(Source data)
══════════

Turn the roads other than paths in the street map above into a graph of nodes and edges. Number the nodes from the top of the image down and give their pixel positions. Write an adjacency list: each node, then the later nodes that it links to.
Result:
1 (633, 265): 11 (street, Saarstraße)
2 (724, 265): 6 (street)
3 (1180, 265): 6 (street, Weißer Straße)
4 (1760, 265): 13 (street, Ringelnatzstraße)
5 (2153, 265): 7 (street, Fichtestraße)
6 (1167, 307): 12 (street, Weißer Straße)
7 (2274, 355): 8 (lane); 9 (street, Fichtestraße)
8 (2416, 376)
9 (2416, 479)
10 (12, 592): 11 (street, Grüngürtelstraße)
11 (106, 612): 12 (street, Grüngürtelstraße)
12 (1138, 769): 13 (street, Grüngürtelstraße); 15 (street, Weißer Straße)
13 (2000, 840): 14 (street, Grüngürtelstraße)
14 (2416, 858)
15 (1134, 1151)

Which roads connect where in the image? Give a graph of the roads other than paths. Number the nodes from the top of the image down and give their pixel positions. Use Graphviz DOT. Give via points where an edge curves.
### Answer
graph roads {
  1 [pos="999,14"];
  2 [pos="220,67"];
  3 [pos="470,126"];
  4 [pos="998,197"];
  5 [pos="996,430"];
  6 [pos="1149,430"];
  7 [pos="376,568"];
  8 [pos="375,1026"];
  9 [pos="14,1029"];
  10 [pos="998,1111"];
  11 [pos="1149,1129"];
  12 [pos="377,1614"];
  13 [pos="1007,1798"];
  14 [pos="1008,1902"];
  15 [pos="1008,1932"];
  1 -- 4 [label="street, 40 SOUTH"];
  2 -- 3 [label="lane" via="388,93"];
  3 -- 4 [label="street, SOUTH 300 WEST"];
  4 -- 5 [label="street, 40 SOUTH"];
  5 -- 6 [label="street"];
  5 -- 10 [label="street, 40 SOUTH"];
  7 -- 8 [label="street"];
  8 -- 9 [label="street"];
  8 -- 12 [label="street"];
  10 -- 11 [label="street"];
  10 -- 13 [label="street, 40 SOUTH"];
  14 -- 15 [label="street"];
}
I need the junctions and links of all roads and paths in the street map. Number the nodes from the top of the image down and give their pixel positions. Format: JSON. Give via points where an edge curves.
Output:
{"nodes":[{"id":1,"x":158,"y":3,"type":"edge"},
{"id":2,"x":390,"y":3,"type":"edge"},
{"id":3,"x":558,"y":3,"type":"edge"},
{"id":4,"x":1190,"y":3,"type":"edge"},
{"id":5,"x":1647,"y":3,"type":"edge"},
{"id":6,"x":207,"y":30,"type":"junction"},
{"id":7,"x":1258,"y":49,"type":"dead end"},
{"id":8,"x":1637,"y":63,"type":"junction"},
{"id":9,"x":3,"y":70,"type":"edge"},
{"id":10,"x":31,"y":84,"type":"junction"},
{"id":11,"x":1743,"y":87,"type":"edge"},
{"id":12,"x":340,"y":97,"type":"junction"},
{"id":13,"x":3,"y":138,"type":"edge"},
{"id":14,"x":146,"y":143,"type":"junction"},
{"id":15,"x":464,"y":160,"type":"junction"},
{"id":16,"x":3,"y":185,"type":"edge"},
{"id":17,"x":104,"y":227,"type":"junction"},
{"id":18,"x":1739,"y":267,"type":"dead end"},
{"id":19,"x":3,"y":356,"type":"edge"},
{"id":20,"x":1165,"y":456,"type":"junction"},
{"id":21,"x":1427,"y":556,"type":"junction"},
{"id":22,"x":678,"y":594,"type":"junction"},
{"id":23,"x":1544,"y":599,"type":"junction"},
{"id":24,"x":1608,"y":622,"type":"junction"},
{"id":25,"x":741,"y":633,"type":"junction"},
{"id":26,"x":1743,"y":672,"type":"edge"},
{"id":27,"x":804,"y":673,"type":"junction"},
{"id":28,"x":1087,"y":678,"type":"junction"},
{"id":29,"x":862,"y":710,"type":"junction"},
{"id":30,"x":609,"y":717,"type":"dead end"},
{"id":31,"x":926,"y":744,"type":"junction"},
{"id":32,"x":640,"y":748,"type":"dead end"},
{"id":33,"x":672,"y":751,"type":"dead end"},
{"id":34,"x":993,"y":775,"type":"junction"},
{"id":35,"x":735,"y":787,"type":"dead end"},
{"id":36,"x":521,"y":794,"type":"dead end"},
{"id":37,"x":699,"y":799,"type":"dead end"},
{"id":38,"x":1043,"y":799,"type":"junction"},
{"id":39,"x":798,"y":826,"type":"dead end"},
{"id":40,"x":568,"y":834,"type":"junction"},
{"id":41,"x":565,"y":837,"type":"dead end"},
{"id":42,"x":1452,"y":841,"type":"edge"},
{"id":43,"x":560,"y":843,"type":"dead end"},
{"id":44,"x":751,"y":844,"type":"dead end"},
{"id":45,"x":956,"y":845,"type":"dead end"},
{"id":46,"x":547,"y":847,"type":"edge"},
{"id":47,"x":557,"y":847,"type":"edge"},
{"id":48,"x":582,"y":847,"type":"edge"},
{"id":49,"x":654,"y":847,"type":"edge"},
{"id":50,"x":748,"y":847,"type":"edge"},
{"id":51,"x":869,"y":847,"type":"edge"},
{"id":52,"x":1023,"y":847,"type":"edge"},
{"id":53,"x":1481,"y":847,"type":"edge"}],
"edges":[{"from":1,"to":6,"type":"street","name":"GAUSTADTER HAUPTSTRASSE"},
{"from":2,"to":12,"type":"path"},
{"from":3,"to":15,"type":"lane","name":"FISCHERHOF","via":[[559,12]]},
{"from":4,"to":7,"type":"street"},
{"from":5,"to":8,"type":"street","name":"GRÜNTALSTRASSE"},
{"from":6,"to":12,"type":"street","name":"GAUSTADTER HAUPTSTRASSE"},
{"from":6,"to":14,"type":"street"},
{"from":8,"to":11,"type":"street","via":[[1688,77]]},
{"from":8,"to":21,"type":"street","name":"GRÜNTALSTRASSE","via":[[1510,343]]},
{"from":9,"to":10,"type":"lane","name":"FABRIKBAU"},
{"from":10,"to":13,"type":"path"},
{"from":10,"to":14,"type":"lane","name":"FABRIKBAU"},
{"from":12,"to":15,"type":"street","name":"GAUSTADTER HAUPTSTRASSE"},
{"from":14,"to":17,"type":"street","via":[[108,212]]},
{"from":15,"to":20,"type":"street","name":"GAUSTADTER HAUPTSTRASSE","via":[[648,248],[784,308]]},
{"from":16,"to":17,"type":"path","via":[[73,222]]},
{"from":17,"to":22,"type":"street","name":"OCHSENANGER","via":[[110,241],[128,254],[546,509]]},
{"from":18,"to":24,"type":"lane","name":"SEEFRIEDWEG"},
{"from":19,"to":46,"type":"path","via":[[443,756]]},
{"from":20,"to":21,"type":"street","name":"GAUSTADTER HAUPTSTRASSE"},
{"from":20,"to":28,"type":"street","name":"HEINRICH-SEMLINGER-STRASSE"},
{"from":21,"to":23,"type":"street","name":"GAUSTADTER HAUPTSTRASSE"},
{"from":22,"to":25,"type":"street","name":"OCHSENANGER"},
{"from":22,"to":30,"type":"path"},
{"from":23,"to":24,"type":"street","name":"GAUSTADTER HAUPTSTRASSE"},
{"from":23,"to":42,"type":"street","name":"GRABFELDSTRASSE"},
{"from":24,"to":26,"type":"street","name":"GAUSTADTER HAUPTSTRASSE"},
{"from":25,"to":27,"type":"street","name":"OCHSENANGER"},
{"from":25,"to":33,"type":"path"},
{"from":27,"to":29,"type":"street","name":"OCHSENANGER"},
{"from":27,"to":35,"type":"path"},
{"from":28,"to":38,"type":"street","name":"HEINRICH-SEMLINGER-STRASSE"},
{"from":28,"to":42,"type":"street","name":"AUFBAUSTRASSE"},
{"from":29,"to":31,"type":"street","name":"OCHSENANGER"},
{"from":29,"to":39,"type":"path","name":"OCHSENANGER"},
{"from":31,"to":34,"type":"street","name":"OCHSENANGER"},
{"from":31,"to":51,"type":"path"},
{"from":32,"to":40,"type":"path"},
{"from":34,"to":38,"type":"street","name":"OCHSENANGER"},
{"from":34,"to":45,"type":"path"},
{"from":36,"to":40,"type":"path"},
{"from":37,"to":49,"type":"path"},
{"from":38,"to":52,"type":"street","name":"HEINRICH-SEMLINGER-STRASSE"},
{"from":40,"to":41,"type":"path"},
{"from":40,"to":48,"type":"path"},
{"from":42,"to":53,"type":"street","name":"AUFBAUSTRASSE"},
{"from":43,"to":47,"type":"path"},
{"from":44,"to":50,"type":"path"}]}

══════════

**Aim of the task**
Show all lines in the entries above where the string "edges" appears.

**Output of the exercise**
Turn the roads other than paths in the street map above into a graph of nodes and edges. Number the nodes from the top of the image down and give their pixel positions. Write an adjacency list: each node, then the later nodes that it links to.
"edges":[{"from":1,"to":6,"type":"street","name":"GAUSTADTER HAUPTSTRASSE"},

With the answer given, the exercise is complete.